October 26, 2018
Customer Spotlight: 1859 Cider Co.
When Patricia and Dan met, they were environmental scientists. Then they went back to school for winemaking. Then they fell in love with cider.
“We were making cider at home, out of our garage,” Dan said. “It was fun. It was a new industry, and we thought we could do it better by taking a winemaker’s approach to it.”
So what exactly is a winemaker’s approach?
It’s fruit-focused, for starters. “We just want to showcase the fruit,” Patricia said. “We used to go to cider events and ask, what sort of apples are you using? The boilerplate answer was ‘northwest fresh-pressed’ or ‘northwest apples.’ If you were working in wine, that answer would get you fired! So we saw there’s a niche here for premium ciders in this market.”
That’s what inspired them to start 1859 Cider Co. Today, Patricia and Dan Fox produce about 80 varietals on their own land while also researching rootstock for Oregon State University. Beyond their own acreage, they source fruit from local orchards from Salem to Hillsboro.
While a typical cidery might turn around a blend within 48 hours, 1859 ages its offerings from four months to two years. This devotion to process yields regional treasures such as the single-source Winesap from Yakima, the Chemeketan Pear blend from Salem, a Cranberry cider hand-picked from a sweet bog in Bandon, and the limited release Mt. Hood Strawberry.
“It’s a passion,” Patricia said. “We care. We’re doing local, seasonal fruit, protecting local farms. We would never release something unless we believed it was just right. I feel like Kevin understood that.”

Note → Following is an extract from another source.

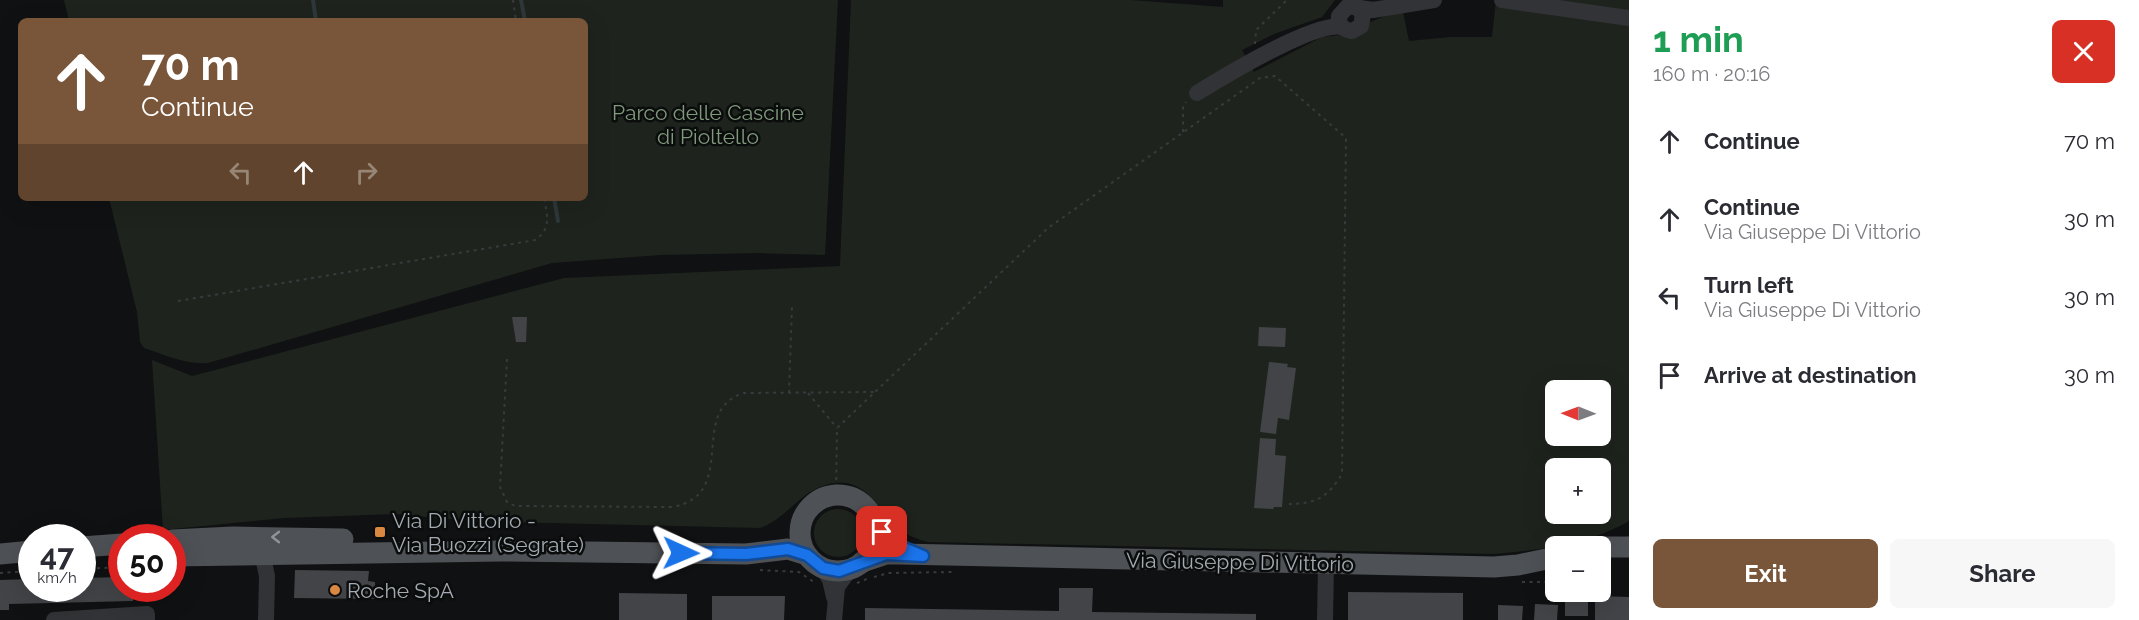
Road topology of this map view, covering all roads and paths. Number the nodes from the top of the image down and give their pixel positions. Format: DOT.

Kevin Thomas at Willamette Community Bank was instrumental in helping 1859 get off the ground. “We had a pretty robust business plan,” Dan said, “but usually with a startup, banks don’t give you the time of day. Then someone told us about Willamette Community Bank.”
“I remember this like it was yesterday,” Patricia said. “Kevin loved that we’re environmental scientists, that we care about the fruit, about how we’re treating the land. He said, ‘I have grandchildren. That’s where the future is.’”
Kevin helped the Foxes through the process of getting their loan and connected them with the economic development agency Business Oregon. From there, 1859 took off.
During its first year, the cidery was named “Best Newcomer in the Nation” by Sip Magazine, “Best Cider in the State” by Willamette Week, and “Top Five Ciders in North America” (the only U.S. cidery recognized) by Cider Craft Magazine. This year, it was awarded “Number One Cidery in the Western United States” by Sunset Magazine.
As for the future, 1859 will not be sitting still. “In addition to our tap room in Salem, we have a couple hundred accounts from Astoria to Eugene,” Patricia said. “We’d like to continue that growth.”
And we’d like to help them. Willamette Community Bank is proud to support the local businesses that give our region flavor.